## What you need to do
Search the records for the word "Cleto" and copy every line in which it occurs.

## Exercise input

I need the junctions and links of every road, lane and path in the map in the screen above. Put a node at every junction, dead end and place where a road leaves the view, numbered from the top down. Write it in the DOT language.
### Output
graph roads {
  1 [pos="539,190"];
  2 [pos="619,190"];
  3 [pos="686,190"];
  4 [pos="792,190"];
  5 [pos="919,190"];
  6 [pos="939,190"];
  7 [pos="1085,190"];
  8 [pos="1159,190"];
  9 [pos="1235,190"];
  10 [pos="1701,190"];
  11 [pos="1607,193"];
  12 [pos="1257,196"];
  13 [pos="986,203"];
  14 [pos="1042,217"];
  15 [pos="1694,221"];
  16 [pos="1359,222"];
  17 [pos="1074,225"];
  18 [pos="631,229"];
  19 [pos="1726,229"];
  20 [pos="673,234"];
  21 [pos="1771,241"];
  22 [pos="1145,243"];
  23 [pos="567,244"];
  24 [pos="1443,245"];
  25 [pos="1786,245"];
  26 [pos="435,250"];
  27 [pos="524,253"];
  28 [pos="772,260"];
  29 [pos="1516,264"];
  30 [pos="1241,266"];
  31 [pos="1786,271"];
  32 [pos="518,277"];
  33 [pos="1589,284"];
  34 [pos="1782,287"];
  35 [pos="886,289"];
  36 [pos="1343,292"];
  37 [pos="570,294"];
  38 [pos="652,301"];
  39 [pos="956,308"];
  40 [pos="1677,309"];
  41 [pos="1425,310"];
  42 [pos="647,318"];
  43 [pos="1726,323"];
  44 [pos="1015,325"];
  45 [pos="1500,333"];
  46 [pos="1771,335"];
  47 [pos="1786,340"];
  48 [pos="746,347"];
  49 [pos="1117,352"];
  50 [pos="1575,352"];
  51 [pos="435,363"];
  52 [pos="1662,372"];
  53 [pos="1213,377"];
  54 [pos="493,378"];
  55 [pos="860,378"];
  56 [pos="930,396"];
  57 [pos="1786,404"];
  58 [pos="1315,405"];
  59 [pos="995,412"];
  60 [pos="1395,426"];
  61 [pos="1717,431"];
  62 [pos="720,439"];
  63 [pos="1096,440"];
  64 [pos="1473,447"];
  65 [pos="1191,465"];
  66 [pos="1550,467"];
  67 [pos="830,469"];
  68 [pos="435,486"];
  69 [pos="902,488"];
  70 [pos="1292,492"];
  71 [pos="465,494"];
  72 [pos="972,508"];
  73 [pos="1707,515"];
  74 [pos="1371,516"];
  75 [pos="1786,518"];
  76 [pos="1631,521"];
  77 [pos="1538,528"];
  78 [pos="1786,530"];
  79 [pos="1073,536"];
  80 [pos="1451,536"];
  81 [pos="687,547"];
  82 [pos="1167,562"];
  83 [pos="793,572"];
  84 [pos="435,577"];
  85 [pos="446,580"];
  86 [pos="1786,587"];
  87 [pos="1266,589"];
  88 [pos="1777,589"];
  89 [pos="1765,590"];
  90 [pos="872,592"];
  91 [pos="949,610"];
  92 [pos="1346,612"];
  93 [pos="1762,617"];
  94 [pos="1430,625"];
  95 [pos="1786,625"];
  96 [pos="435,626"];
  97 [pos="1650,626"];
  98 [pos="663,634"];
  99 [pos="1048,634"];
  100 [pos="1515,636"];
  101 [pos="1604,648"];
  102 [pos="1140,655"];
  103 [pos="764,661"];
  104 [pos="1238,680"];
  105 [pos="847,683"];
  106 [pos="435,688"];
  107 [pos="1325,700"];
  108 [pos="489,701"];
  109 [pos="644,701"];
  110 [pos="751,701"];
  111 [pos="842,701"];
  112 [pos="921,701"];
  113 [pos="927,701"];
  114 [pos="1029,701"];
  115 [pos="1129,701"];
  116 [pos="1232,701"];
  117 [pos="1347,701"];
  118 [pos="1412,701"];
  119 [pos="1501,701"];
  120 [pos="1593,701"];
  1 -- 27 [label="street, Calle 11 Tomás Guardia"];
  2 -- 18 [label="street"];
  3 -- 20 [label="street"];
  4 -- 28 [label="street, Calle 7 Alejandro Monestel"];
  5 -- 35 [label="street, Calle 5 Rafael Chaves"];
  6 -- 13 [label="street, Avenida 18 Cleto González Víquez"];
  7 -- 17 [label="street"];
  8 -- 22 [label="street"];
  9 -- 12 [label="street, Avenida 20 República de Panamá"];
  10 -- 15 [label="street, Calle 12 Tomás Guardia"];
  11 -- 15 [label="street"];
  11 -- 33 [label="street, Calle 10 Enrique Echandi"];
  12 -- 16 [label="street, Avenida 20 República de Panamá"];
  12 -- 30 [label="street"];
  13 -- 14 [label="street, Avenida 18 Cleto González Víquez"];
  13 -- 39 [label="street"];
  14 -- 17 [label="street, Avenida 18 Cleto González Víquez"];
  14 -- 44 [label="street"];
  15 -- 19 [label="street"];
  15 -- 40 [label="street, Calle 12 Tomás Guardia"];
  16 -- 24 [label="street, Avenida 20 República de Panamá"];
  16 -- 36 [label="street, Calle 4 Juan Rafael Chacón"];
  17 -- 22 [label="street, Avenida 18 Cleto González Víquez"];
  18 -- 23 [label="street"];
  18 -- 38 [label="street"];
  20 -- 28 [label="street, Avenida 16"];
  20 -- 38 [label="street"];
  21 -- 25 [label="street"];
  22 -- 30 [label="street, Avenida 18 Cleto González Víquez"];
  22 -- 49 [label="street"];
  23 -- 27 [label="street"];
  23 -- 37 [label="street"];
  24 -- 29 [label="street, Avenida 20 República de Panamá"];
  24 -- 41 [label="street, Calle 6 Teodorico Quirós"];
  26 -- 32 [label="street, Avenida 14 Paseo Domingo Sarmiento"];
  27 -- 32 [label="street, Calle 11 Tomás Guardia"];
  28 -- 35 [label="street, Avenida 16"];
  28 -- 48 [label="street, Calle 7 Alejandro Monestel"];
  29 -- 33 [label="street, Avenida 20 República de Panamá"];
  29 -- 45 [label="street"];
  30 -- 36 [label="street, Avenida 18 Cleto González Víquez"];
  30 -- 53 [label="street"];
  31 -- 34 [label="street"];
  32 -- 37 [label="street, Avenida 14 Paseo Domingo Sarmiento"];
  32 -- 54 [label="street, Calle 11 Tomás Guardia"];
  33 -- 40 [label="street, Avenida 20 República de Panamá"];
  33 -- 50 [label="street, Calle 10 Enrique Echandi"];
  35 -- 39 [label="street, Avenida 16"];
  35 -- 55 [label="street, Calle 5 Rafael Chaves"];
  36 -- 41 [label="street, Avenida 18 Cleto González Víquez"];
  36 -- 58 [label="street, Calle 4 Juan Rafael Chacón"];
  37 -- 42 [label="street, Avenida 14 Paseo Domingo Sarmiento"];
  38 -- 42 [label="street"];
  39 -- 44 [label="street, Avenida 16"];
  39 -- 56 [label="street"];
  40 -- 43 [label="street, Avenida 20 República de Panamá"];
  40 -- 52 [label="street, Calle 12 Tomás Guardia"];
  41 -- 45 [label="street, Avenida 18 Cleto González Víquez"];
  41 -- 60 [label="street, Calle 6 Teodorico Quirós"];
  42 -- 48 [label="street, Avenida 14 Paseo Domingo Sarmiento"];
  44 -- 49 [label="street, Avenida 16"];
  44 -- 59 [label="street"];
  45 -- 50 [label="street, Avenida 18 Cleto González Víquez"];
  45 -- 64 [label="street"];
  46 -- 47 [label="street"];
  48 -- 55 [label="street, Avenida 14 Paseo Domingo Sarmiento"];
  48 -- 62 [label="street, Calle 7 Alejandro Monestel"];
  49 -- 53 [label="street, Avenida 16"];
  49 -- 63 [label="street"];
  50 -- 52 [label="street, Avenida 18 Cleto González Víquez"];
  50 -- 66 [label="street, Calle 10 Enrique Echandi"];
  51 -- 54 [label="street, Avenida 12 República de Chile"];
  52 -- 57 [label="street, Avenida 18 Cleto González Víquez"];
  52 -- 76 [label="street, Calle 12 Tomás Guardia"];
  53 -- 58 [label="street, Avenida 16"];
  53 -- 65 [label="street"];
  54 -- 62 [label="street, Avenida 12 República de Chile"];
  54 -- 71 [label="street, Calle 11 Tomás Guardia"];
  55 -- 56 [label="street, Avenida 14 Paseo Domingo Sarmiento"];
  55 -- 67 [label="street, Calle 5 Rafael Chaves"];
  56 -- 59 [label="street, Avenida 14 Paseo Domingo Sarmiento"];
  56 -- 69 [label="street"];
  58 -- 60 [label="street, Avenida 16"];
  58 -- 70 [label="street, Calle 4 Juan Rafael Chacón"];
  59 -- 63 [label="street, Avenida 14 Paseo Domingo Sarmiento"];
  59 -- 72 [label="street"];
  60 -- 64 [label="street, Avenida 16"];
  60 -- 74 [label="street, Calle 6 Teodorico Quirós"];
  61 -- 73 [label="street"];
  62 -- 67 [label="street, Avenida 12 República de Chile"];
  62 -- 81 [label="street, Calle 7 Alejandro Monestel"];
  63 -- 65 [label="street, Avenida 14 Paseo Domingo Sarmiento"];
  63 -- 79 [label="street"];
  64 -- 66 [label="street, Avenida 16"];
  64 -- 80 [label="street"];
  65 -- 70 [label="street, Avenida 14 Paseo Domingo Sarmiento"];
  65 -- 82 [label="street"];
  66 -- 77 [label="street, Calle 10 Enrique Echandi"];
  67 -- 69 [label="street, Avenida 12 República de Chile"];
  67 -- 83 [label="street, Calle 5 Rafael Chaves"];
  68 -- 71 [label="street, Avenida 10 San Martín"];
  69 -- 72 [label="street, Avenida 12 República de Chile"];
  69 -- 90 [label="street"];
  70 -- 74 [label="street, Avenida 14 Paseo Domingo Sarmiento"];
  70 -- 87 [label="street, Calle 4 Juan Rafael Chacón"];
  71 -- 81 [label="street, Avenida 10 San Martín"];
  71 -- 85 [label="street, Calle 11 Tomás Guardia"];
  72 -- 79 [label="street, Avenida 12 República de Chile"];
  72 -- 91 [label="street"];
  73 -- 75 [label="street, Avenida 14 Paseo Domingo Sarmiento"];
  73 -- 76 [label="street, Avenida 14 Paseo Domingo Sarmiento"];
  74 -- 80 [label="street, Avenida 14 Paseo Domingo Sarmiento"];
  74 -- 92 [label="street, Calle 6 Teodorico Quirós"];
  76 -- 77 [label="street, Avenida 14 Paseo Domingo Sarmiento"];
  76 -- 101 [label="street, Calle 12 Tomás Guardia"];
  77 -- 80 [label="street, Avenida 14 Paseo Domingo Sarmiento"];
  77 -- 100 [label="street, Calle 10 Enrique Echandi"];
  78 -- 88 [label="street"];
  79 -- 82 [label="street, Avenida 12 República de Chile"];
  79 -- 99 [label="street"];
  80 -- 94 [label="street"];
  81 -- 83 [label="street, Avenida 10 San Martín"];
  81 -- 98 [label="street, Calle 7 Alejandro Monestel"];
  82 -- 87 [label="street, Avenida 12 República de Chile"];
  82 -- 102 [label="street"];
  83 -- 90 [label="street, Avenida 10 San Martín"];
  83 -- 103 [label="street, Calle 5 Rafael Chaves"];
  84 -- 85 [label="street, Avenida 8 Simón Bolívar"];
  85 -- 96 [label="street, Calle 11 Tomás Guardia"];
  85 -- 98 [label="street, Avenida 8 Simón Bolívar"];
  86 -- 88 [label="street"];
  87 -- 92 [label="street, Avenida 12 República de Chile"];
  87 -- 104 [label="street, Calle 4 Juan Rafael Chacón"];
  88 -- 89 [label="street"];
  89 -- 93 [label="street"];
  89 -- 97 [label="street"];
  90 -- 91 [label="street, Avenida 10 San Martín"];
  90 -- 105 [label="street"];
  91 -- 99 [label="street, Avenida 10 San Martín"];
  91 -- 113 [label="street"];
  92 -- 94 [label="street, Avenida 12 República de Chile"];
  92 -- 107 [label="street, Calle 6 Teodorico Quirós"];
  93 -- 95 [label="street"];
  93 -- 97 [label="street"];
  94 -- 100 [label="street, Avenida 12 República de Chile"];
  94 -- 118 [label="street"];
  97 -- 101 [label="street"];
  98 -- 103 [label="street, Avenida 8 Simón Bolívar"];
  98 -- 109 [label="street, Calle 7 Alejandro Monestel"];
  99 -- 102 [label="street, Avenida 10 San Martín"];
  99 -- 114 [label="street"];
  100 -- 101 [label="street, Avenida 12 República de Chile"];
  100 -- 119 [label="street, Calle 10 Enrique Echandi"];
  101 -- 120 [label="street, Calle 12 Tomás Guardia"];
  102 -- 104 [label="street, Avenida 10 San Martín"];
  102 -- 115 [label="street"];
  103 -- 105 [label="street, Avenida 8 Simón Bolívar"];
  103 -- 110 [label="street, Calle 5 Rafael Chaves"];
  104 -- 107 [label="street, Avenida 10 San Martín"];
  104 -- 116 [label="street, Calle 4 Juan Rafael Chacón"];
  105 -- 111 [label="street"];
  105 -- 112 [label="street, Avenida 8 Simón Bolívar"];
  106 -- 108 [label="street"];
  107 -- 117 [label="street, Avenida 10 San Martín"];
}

## Worked solution
  6 -- 13 [label="street, Avenida 18 Cleto González Víquez"];
  13 -- 14 [label="street, Avenida 18 Cleto González Víquez"];
  14 -- 17 [label="street, Avenida 18 Cleto González Víquez"];
  17 -- 22 [label="street, Avenida 18 Cleto González Víquez"];
  22 -- 30 [label="street, Avenida 18 Cleto González Víquez"];
  30 -- 36 [label="street, Avenida 18 Cleto González Víquez"];
  36 -- 41 [label="street, Avenida 18 Cleto González Víquez"];
  41 -- 45 [label="street, Avenida 18 Cleto González Víquez"];
  45 -- 50 [label="street, Avenida 18 Cleto González Víquez"];
  50 -- 52 [label="street, Avenida 18 Cleto González Víquez"];
  52 -- 57 [label="street, Avenida 18 Cleto González Víquez"];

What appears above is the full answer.